PremièreLes parents d’une ado harcelée contre Tiktok pour « provocation au suicide »

Harcèlement scolaire : Provocation au suicide, faible modération… Des parents endeuillés s’attaquent à TikTok

PremièreUtilisatrice régulière de TikTok, Marie, 15 ans, s’est suicidée en 2021 après avoir été harcelée. Ses parents reprochent à la plateforme son manque de modération et ont décidé de porter plainte. Une première en France
Octave Odola

Octave Odola

L'essentiel

  • En 2021, Marie, une lycéenne âgée de 15 ans, s’est suicidée après avoir été victime de harcèlement scolaire.
  • L’adolescente avait publié des vidéos faisant état de son mal-être sur TikTok, entraînant l’algorithme à lui proposer du contenu du même genre.
  • Deux ans après le drame, les parents portent plainte contre le réseau social, « notamment pour provocation au suicide ». Laure Boutron-Marmion, avocate des parents de Marie, précise sa démarche.

Deux anonymes endeuillés face à un mastodonte en pleine croissance. Deux ans après le suicide de leur fille Marie, âgée de 15 ans, ses parents, Stéphanie et Charles, ont décidé d’attaquer en justice Tiktok. L’adolescente, utilisatrice régulière de ce réseau social plébiscité par les (très) jeunes, avait évoqué dans des vidéos le harcèlement scolaire dont elle était victime. Mais après avoir digéré son contenu, l’application l’a abreuvée de contenus sensibles - sur la dépression, le suicide, le mal-être - ce qui, aux yeux de ses proches, a aggravé son état.

Raison pour laquelle, le 8 septembre dernier, ils ont porté plainte contre le géant chinois pour « provocation au suicide », « non-assistance à personne en péril » et « propagande ou publicité des moyens de se donner la mort ». C’est la première fois en France qu’une telle procédure est intentée à l’égard de TikTok.

« Un tas de vidéos circulent sur le suicide »

« Quelques semaines avant le drame, elle était de plus en plus mal, et elle a publié des vidéos inquiétantes sur son état, précise Me Laure Boutron-Marmion, avocate des parents de Marie, spécialisée dans la défense des mineurs, qui intervient notamment sur le harcèlement scolaire. Or, ses vidéos n’ont pas été supprimées comme d’ailleurs un tas d’autres sur le suicide qui circulent sur Tiktok».

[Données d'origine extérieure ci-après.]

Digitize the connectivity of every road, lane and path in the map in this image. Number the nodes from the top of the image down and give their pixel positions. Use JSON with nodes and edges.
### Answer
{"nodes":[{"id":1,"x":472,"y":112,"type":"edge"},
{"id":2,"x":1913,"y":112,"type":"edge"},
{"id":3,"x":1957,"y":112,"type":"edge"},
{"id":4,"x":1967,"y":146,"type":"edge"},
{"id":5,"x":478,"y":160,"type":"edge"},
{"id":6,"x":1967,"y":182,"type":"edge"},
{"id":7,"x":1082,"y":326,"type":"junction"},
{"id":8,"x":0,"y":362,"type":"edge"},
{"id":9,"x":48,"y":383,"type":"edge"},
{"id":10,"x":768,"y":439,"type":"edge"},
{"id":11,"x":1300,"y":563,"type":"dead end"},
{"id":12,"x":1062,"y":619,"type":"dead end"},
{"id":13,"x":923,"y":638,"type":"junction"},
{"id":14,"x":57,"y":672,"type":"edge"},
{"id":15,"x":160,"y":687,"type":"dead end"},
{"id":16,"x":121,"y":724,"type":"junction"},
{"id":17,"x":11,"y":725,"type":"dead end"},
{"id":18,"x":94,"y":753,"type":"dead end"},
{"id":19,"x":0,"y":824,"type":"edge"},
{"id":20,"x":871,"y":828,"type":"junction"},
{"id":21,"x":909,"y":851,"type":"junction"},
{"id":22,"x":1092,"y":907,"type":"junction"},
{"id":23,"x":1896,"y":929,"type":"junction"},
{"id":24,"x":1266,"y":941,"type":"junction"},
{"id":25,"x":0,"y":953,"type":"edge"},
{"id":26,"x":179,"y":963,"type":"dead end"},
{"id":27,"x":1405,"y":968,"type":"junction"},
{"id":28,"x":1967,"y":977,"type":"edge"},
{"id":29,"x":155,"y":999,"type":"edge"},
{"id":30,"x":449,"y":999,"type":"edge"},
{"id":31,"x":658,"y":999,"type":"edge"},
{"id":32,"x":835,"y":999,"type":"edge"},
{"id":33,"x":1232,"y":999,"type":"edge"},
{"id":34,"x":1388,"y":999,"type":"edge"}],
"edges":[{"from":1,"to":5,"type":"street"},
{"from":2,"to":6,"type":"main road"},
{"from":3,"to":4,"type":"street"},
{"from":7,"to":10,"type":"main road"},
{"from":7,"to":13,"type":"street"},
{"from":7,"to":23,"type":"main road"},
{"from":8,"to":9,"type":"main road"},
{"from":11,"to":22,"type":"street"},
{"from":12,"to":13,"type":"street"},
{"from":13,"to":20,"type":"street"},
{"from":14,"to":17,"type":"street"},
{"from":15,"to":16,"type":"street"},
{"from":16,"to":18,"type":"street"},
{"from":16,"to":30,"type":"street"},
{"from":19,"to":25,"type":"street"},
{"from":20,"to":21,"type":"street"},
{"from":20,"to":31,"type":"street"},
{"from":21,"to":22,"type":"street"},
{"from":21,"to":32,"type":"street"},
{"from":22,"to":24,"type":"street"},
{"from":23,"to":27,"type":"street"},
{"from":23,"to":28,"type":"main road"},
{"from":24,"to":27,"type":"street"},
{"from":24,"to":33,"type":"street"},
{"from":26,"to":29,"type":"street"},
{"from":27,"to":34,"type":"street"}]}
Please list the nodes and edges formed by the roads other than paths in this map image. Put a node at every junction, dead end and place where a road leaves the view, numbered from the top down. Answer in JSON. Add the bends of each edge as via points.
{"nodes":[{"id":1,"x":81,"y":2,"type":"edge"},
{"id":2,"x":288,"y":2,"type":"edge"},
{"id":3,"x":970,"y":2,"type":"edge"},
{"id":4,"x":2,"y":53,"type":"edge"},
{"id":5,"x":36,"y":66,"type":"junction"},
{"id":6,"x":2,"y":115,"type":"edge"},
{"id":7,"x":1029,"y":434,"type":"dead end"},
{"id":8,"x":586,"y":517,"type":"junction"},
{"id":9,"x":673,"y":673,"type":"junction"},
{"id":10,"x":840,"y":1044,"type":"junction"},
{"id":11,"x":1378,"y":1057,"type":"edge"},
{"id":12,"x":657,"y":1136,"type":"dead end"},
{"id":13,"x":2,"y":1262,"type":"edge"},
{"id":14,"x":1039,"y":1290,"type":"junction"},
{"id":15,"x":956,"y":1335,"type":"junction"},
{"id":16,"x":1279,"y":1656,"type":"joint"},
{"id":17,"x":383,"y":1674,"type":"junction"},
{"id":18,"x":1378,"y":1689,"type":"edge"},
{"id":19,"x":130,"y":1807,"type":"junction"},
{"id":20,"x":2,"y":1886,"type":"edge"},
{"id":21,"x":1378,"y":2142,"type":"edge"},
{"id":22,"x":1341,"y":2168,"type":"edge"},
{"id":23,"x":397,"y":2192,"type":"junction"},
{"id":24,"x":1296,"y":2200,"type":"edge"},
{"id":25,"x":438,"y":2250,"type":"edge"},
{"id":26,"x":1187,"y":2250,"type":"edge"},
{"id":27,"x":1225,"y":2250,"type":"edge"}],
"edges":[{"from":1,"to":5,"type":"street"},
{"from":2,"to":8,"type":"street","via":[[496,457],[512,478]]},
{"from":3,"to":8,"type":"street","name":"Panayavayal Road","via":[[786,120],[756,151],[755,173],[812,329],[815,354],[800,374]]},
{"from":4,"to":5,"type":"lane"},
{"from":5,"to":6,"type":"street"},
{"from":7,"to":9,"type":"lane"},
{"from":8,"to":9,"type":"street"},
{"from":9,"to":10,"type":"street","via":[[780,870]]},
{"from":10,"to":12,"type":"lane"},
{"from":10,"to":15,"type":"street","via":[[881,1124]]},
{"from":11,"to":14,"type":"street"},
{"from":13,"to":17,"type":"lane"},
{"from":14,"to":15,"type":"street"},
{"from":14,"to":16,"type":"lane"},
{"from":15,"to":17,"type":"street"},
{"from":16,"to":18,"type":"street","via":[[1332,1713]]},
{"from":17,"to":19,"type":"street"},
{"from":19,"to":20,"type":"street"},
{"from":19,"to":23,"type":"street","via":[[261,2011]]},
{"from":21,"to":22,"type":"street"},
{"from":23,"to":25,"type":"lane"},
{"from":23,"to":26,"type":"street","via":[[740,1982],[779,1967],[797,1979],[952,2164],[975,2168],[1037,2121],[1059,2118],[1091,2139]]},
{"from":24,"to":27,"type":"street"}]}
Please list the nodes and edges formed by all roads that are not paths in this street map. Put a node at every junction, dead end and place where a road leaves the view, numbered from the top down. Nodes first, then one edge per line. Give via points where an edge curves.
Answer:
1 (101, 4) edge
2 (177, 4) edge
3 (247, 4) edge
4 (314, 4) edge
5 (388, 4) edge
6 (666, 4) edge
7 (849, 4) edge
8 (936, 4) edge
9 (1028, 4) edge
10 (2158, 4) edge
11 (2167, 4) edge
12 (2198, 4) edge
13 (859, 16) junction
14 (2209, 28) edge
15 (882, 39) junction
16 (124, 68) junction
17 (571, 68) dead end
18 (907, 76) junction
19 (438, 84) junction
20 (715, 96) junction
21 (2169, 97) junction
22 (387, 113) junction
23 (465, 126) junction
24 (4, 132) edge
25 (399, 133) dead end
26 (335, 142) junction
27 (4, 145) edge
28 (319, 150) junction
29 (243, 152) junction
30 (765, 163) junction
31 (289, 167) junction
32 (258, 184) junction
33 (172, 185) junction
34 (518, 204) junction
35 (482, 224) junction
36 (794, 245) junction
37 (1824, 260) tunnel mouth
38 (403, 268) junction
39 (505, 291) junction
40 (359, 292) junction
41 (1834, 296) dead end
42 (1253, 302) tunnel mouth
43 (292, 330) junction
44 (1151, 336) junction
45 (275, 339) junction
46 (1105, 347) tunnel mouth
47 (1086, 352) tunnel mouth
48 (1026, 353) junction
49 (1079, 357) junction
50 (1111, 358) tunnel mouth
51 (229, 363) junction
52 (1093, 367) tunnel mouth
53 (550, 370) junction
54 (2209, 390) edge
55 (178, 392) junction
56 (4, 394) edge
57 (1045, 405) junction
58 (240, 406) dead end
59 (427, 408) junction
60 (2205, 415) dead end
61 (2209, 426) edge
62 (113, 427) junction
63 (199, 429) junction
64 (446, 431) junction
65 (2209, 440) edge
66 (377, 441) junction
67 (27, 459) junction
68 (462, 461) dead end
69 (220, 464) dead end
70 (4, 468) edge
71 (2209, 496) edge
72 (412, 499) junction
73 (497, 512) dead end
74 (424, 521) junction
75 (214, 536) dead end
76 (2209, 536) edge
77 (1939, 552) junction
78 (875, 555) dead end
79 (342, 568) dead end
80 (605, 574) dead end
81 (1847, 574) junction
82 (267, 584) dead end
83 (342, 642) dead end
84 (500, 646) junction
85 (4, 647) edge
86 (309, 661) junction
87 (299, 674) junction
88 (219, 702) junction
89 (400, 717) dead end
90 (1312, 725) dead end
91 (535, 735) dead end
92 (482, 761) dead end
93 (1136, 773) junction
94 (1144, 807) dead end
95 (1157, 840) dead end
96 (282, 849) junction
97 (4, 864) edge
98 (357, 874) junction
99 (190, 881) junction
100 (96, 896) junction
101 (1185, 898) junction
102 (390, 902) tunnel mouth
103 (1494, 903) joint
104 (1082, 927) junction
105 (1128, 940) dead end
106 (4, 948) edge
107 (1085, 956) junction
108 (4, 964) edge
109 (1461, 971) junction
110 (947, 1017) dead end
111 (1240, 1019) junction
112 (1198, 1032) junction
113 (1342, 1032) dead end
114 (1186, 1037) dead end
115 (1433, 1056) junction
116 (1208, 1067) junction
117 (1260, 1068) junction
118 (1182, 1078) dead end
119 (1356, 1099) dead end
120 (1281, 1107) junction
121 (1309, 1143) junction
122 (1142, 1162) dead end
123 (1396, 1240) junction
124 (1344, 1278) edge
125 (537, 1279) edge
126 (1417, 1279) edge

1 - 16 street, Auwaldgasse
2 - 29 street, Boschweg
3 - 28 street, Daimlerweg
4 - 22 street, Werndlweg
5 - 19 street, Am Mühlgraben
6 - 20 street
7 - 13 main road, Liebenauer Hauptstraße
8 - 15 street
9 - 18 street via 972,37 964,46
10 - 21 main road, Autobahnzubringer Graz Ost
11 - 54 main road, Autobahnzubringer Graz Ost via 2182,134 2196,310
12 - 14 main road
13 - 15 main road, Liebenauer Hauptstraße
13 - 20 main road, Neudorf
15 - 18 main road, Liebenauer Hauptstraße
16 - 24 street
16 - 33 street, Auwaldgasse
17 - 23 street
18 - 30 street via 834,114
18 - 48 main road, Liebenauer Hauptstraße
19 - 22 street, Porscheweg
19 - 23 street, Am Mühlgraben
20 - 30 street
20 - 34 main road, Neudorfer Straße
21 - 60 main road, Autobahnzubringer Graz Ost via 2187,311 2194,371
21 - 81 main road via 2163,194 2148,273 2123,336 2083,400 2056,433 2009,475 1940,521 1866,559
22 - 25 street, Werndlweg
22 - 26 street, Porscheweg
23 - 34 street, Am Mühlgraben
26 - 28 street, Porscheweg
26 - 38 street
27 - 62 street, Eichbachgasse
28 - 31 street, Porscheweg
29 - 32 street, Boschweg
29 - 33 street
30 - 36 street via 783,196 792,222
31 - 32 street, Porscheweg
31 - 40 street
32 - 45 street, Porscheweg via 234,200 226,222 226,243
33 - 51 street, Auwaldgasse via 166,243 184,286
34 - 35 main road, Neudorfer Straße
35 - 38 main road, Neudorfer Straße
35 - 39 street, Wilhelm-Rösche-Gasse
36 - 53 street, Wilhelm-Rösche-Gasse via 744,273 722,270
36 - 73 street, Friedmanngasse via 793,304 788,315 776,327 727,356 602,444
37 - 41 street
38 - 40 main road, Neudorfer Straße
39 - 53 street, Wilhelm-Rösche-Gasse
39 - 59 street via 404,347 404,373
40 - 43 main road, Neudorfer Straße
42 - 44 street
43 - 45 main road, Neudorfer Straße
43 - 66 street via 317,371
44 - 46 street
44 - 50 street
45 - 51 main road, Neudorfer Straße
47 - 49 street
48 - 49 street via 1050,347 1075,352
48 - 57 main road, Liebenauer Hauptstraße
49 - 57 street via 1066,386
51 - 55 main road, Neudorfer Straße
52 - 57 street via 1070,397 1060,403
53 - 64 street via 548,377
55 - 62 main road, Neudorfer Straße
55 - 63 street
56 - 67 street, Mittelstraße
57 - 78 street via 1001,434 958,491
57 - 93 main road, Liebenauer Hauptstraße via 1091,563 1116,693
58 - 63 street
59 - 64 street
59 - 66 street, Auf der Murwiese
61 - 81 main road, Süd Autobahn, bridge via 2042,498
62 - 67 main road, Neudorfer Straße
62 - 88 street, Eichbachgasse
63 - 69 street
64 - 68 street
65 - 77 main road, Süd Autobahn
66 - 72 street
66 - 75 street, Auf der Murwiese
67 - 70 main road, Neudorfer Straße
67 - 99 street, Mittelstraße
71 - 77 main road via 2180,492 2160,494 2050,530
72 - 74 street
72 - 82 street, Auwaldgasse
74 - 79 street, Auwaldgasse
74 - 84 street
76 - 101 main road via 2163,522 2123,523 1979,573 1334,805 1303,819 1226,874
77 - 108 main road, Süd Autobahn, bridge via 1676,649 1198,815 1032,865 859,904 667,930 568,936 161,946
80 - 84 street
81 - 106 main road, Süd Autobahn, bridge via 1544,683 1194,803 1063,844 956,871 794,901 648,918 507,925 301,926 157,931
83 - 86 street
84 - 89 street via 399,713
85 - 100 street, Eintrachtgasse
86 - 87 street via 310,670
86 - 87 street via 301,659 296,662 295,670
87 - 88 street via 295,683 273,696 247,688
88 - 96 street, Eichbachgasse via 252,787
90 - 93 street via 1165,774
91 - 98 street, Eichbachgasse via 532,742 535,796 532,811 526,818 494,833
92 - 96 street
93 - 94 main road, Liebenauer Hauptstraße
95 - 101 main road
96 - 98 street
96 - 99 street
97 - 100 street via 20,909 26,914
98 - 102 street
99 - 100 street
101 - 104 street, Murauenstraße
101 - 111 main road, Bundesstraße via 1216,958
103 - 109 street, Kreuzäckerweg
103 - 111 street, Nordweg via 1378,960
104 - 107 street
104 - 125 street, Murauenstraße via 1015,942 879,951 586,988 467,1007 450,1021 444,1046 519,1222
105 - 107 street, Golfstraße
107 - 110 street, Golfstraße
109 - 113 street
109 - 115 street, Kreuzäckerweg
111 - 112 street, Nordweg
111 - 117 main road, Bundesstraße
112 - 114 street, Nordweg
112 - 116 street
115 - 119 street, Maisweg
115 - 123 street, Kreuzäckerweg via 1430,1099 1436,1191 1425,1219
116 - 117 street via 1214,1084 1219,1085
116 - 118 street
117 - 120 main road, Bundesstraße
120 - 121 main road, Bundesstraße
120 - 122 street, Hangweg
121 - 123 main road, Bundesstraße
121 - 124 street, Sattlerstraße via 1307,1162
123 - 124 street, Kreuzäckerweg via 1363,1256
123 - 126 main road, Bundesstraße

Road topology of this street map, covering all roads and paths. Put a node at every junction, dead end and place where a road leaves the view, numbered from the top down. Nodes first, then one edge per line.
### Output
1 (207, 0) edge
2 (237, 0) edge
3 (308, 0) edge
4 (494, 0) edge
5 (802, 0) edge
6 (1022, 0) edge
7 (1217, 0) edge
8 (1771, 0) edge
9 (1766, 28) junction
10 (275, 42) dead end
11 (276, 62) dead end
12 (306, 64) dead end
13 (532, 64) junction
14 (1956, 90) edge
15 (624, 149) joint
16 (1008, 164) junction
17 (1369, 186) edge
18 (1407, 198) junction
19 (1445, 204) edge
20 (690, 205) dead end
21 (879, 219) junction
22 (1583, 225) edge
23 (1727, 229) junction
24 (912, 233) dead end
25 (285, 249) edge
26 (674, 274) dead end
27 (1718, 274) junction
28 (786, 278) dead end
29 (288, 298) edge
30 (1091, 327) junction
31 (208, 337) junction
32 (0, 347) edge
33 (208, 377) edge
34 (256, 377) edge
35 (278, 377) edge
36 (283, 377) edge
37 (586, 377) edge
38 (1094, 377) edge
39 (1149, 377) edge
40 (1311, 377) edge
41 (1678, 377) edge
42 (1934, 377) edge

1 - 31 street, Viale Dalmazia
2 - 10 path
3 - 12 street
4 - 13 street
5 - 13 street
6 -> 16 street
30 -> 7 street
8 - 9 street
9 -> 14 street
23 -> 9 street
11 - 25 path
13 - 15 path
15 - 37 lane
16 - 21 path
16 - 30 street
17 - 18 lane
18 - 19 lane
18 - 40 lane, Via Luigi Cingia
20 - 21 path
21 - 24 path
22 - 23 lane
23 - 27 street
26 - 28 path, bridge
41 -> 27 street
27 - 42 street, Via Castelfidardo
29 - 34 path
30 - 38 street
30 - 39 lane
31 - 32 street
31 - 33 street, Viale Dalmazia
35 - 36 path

En clair, l’avocate reproche à la plateforme de ne pas mettre en place de garde-fous pour contenir les méthodes de l’algorithme. « On pourrait imaginer des alertes, une réaction, prévenir le responsable légal. Ce que fait l’utilisateur sur la plateforme est analysé par l’algorithme qui,en retour, lui envoie du contenu similaire. Dans la situation de Marie qui était déjà extrêmement fragile à cause du harcèlement qu’elle subissait et qui exprimait sur le réseau social son envie d’en finir, ça ne pouvait que l’encourager dans cette issue », poursuit la conseil.

Une autre plainte déposée en 2022 à l’encontre de l’établissement scolaire

Comme toute démarche pionnière, l’avocate avance vers l’inconnu. Elle pourra cependant se raccrocher à un précédent, au Royaume-Uni. En 2022, la justice anglaise a reconnu la responsabilité de Meta et Pinterest dans le suicide de Molly, 14 ans. Leur tort ? Avoir exposé la jeune fille à des « contenus négatifs ». L’adolescente avait notamment regardé plus de 130 vidéos sur le suicide avant son passage à l’acte.

Mais en la matière, le changement pourrait également venir du droit. Depuis le 25 août dernier et l’entrée en vigueur du Digital Services Act (DSA), « la législation européenne contraint les grosses plateformes à être plus transparentes et plus attentives aux contenus sensibles », rappelle Alexandre Lazarègue, avocat spécialisé en droit du numérique et des réseaux sociaux. Il exige de mieux modérer l’algorithme sur des contenus sensibles, sous peine de sanction financière ». Selon lui, l’initiative de sa consœur, la première sur le plan pénal, « a le mérite de porter cette problématique pour sensibiliser l’opinion et faire réagir les plateformes. »

Même si cette plainte est d’abord motivée par le seul cas de Marie, Laure Boutron-Marmion se réjouit à l’idée qu’elle puisse profiter « au collectif », d’autant que le gouvernement a fait du harcèlement scolaire l’un de ses chantiers prioritaires. « Le harcèlement sur Marie existait avant, mais ce qu’on reproche à TikTok, c’est d’être entré dans la partie et d’avoir aggravé la situation », précise l’avocate. Les parents de l’adolescente ont d’ailleurs entamé une action judiciaire en avril 2022 contre l’établissement dans laquelle était scolarisé Marie. Un juge d’instruction toulonnais a été saisi pour traiter l’affaire.